Edit model card

You need to agree to share your contact information to access this model

This repository is publicly accessible, but you have to accept the conditions to access its files and content.

Log in or Sign Up to review the conditions and access this model content.

Model

Fine-tuned mt5-base model for resolving elliptical coordinated compound noun phrases (ECCNPs) in German text. ECCNPs are are special type of coordination ellipses, where a part of a compound noun is omitted due to coordination (e.g., "and", "or", "/").

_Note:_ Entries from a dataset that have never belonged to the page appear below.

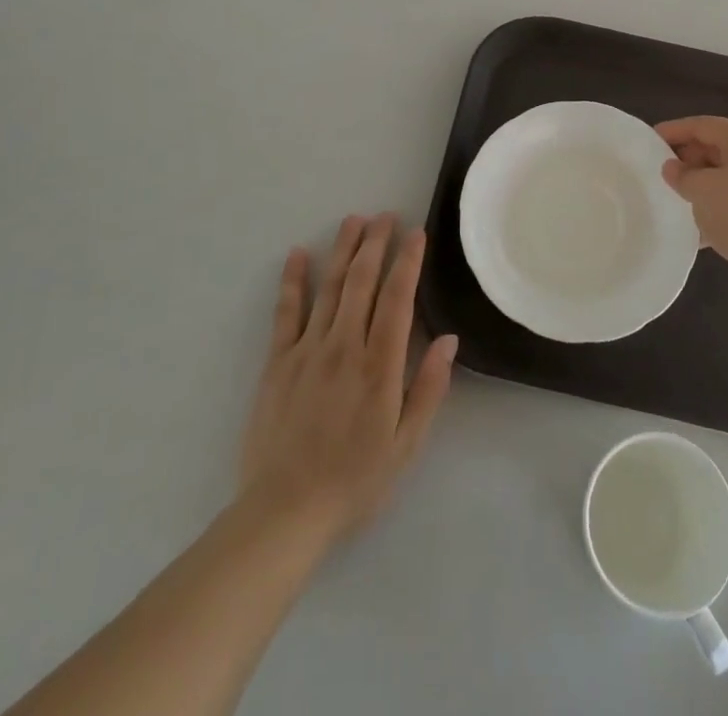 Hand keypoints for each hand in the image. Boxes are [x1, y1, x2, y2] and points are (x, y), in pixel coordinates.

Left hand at [237, 214, 456, 547]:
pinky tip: (298, 254)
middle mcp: (344, 346)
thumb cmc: (355, 480)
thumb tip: (449, 339)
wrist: (285, 511)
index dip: (408, 262)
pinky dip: (292, 281)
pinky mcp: (277, 362)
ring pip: (328, 288)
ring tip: (353, 220)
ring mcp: (307, 350)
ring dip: (342, 250)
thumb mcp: (406, 445)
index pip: (397, 299)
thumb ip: (428, 388)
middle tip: (385, 216)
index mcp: (380, 365)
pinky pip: (285, 313)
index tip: (416, 233)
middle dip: (375, 244)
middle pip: (361, 282)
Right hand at [656, 117, 727, 313]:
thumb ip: (681, 174)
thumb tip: (672, 168)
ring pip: (726, 178)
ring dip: (701, 187)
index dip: (675, 130)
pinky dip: (716, 209)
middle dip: (689, 159)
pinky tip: (697, 230)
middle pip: (718, 149)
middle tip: (663, 173)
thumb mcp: (700, 188)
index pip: (705, 125)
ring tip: (676, 200)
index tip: (650, 139)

For instance, Chemo- und Strahlentherapie (chemo- and radiotherapy) is the elliptical form of Chemotherapie und Strahlentherapie (chemotherapy and radiotherapy).

Dataset

The model has been fine-tuned with a subset of sentences of GGPONC 2.0 containing manually annotated ECCNPs and their resolution. The annotated dataset is available on Zenodo: https://zenodo.org/records/12529883

Usage

The model can be loaded as a Text2TextGenerationPipeline:

from transformers import pipeline
pipe = pipeline(model="phlobo/german-ellipses-resolver-mt5-base")
pipe("Chemo- und Strahlentherapie")
>>> [{'generated_text': 'Chemotherapie und Strahlentherapie'}]
pipe("Vitamin C, E und A")
>>> [{'generated_text': 'Vitamin C, Vitamin E und Vitamin A'}]

It is recommended to set max_length to control the maximum output length. For most German sentences, a value of 256 should be enough:

pipe = pipeline(model="phlobo/german-ellipses-resolver-mt5-base", max_length=256)

Paper

Our approach and its evaluation have been published at the ACL BioNLP'23 workshop.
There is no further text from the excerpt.